▸ **WORK REQUEST**
Working through the lines below, return each one that holds "Umur".

(Stored dataset items)
------------------------------------

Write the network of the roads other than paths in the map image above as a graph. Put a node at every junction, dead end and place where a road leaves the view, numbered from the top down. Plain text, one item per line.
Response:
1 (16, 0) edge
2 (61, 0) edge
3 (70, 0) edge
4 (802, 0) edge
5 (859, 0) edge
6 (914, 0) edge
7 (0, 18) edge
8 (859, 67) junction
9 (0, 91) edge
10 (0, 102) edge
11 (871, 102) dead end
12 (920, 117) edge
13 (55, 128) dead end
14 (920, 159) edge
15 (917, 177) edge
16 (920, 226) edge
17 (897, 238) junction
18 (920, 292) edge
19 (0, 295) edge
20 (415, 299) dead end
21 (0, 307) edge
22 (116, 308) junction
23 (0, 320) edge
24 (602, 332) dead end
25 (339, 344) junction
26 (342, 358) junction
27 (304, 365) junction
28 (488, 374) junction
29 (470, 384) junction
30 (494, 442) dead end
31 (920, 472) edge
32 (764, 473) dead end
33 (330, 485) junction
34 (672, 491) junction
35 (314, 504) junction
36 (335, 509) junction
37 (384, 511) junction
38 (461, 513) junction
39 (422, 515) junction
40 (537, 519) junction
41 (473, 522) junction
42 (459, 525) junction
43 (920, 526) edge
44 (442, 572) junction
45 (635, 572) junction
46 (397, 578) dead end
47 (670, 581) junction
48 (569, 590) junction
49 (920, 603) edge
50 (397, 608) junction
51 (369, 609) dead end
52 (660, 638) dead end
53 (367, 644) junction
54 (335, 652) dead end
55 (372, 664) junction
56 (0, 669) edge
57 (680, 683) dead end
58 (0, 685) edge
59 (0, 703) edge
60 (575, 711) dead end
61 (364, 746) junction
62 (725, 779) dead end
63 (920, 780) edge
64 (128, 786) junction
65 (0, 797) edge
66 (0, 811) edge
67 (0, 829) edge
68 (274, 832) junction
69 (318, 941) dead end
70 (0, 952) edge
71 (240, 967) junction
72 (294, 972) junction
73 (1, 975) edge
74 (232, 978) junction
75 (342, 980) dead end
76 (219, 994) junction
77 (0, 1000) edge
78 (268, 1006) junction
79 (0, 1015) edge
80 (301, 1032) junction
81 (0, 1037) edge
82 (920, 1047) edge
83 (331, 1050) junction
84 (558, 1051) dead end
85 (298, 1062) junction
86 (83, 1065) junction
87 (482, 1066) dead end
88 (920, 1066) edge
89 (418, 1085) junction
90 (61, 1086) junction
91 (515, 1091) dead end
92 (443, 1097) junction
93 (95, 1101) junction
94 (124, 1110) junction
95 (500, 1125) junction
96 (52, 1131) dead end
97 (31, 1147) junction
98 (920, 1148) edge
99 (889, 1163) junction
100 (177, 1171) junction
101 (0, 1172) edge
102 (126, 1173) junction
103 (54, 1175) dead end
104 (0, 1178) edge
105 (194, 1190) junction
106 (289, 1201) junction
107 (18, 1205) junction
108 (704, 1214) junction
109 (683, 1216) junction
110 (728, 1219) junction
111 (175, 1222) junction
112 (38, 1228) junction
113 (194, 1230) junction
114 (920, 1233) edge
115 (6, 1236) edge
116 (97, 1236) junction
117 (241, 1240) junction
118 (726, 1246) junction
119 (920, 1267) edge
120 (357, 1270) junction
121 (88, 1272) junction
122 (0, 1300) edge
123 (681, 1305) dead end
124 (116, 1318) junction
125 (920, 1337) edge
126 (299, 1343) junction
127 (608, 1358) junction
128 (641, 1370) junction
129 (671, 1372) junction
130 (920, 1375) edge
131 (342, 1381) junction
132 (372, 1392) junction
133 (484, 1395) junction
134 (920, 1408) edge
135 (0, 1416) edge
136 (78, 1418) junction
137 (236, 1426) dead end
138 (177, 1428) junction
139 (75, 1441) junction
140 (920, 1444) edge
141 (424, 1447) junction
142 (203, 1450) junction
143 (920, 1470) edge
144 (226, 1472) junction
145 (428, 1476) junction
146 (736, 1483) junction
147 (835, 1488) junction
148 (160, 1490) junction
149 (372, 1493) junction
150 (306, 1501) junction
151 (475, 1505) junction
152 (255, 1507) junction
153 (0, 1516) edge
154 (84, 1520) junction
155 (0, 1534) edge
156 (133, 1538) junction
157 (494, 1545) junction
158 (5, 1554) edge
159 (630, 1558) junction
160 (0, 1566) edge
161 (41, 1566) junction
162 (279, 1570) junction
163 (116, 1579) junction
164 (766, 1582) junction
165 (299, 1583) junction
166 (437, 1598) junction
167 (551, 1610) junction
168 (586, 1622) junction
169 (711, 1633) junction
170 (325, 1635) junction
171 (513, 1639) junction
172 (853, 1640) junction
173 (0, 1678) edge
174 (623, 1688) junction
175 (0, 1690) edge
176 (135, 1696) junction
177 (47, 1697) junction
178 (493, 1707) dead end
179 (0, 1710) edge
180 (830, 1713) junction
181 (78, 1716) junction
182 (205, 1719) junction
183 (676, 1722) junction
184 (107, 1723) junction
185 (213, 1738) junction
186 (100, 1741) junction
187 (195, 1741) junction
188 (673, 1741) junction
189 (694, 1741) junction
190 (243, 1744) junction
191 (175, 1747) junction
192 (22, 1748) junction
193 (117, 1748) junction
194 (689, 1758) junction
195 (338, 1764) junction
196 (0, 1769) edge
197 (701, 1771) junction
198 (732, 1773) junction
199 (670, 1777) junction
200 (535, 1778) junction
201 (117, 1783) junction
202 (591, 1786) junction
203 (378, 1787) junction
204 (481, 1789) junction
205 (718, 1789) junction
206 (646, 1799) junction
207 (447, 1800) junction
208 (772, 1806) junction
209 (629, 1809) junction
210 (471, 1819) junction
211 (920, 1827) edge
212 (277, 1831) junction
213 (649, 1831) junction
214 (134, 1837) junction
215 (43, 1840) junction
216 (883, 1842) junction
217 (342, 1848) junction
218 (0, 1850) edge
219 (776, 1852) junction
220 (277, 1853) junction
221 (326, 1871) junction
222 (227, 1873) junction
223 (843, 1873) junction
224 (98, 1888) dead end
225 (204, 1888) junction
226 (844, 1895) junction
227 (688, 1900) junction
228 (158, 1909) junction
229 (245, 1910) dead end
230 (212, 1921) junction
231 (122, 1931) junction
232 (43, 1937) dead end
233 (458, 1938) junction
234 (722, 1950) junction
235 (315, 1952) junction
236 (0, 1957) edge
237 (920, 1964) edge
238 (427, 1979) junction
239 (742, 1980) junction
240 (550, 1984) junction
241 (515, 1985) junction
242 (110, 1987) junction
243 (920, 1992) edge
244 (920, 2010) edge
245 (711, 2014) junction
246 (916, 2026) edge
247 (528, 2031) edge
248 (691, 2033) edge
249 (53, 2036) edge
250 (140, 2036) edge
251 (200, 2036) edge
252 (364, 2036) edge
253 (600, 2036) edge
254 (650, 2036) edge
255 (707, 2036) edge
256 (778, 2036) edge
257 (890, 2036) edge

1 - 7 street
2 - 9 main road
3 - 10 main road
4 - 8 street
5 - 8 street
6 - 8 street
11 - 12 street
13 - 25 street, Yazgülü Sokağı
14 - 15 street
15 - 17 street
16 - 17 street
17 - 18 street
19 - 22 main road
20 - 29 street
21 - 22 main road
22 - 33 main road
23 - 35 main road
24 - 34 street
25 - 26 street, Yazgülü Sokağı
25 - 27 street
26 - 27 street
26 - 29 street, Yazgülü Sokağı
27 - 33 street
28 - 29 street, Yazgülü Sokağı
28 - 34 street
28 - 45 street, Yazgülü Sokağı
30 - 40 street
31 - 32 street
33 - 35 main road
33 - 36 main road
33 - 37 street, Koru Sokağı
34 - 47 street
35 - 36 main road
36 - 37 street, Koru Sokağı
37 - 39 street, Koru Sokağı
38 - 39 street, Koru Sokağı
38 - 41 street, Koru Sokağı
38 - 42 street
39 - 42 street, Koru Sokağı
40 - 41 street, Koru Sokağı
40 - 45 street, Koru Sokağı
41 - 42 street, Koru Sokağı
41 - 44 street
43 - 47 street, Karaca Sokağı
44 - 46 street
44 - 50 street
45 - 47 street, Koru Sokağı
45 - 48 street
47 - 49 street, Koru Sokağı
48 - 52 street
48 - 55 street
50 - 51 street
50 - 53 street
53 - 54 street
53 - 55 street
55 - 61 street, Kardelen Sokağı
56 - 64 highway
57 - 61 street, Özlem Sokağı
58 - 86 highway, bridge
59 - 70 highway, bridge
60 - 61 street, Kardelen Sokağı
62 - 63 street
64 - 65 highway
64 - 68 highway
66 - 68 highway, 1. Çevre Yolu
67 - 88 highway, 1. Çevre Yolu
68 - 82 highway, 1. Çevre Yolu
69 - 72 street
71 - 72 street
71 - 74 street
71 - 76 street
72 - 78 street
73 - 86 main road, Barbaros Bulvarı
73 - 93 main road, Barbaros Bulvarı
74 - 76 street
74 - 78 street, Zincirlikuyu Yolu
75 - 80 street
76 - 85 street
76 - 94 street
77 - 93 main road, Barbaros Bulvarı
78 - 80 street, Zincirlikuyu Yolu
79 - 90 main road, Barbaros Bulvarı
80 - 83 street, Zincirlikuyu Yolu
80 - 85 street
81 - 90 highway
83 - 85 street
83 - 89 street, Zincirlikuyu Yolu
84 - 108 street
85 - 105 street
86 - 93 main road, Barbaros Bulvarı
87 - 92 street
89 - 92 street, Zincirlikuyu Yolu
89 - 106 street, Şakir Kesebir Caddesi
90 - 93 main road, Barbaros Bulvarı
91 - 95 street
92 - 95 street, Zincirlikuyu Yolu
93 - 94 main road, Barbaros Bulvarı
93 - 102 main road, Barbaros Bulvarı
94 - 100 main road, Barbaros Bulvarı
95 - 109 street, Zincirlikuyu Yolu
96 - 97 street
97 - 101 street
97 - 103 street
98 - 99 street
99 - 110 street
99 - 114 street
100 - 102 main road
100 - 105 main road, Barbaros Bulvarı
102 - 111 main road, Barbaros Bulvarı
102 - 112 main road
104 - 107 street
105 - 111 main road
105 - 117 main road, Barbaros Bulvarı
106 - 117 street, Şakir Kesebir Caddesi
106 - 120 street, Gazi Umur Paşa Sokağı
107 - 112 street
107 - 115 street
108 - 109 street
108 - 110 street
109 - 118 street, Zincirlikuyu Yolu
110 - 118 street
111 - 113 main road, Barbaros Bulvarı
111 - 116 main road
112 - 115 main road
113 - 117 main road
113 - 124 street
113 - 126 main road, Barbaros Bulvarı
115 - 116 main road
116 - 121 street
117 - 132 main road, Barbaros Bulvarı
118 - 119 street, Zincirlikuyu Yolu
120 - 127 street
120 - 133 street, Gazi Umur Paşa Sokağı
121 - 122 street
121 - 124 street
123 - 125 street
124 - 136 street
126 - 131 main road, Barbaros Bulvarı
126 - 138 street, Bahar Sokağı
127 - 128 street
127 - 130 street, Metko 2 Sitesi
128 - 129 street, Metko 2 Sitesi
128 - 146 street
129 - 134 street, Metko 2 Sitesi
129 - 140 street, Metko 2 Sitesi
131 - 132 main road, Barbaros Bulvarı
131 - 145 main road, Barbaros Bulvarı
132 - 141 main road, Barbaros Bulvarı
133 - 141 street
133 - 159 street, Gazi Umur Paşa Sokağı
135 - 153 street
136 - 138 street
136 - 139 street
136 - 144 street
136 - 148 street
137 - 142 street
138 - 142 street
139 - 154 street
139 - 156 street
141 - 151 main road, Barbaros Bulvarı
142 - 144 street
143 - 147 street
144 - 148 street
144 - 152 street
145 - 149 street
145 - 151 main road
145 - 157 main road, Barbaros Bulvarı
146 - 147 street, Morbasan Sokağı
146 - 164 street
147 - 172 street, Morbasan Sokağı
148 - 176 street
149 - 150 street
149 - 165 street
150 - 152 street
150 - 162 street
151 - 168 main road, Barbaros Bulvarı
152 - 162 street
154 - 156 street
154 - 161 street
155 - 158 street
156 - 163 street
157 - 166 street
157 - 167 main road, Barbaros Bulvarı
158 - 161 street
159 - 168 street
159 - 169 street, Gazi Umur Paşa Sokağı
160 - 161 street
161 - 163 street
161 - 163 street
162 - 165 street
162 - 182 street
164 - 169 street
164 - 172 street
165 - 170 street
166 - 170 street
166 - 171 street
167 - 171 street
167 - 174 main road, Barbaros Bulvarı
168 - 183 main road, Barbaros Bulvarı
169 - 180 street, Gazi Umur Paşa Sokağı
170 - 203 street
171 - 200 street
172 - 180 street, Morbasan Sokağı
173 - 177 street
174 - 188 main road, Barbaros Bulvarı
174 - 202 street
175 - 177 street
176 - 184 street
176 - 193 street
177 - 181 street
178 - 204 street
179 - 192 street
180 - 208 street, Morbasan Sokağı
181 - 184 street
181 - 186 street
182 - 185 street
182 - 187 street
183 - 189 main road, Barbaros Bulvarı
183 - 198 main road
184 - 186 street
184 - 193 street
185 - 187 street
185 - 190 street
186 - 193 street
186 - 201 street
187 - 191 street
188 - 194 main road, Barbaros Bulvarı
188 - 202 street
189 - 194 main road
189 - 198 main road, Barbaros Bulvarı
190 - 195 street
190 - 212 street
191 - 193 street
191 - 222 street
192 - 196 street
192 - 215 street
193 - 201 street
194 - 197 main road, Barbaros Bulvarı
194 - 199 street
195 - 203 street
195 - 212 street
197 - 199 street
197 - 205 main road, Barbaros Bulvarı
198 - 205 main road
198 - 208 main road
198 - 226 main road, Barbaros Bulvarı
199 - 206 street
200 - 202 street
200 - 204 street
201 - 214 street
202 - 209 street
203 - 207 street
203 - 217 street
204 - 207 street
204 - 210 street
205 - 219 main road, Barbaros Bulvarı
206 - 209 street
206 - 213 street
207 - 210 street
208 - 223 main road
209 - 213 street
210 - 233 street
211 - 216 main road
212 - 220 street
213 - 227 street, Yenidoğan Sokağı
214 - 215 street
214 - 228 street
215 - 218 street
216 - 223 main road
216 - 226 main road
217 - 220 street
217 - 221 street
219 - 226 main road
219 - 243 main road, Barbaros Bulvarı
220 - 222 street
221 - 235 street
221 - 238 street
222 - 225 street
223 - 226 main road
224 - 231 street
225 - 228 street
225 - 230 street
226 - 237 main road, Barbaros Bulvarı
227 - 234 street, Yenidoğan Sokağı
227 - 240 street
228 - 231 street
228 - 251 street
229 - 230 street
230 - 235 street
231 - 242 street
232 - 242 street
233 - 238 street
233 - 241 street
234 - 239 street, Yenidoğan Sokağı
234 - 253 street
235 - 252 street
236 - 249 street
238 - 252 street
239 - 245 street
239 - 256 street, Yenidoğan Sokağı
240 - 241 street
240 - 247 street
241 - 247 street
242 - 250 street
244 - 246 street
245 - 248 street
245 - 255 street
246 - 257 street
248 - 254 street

------------------------------------

▸ **REPLY TO THE EXERCISE**
106 - 120 street, Gazi Umur Paşa Sokağı
120 - 133 street, Gazi Umur Paşa Sokağı
133 - 159 street, Gazi Umur Paşa Sokağı
159 - 169 street, Gazi Umur Paşa Sokağı
169 - 180 street, Gazi Umur Paşa Sokağı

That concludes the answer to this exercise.